The House measure differs sharply from the Senate version, which strives to avoid direct cuts to anti-poverty programs. The Senate plan also shies away from many of the policy changes the House tackled, such as an extension of the welfare changes.
The Senate version, passed earlier this month, would save $35 billion, largely by squeezing insurance and pharmaceutical firms, cracking down on middle-class Medicaid fraud, auctioning the public broadcasting spectrum, and raising premiums on companies covered by the federal Pension Benefit Guaranty Corp.
The chief negotiators on a final deal conceded that the task ahead may be perilous. "It was hard getting to this point. It will be hard getting to the next point," said House Budget Committee Chairman Jim Nussle (R-Iowa). "This is hard."
Senate Budget Committee Chairman Judd Gregg (R-N.H.) said the biggest hurdles will be a Senate provision -- stripped out of the House plan -- that would open Alaska's Arctic National Wildlife Refuge to oil drilling and a White House veto threat over a Senate provision that would redesignate money that has been set aside to entice managed-care companies into the Medicare program and use it for deficit reduction. White House officials say preserving the Medicare fund -- worth $5.6 billion over five years -- is crucial to ensure private-sector competition in the new prescription drug benefit. Gregg called it a "slush fund for the pharmaceutical companies."

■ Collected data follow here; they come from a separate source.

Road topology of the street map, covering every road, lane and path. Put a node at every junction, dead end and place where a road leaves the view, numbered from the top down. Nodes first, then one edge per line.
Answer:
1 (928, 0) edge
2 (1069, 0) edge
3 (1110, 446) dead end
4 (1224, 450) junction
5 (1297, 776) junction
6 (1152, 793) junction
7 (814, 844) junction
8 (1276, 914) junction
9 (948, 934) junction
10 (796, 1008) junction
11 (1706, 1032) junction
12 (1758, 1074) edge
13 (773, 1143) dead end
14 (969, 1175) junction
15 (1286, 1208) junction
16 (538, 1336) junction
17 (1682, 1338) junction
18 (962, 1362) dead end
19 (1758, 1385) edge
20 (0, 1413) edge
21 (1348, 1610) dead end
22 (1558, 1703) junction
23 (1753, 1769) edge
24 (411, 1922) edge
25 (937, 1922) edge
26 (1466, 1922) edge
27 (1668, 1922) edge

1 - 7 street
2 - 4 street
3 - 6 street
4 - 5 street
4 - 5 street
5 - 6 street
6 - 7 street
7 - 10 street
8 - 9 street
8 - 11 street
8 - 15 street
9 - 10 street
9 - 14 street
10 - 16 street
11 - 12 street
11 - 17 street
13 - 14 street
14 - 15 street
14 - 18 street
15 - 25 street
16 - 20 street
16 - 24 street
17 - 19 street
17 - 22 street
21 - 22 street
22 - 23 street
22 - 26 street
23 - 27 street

The drilling and Medicare fund issues have broad ramifications. Acting House Majority Leader Roy Blunt (R-Mo.) has said he does not believe a final budget plan can be passed in the House with the Alaska drilling provision, because moderate Republicans have pledged to oppose it. But two of the top budget negotiators, Sens. Pete V. Domenici (R-N.M.) and Ted Stevens (R-Alaska), have vowed not to let any agreement emerge without it.
"I just never give up. That's all," Stevens said yesterday.
The Medicare fund presents a similar quandary. Facing intransigent opposition to deep Medicaid cuts, Senate budget writers tapped the Medicare insurance fund to avoid the kind of changes to Medicaid that the House resorted to when it steered clear of Medicare.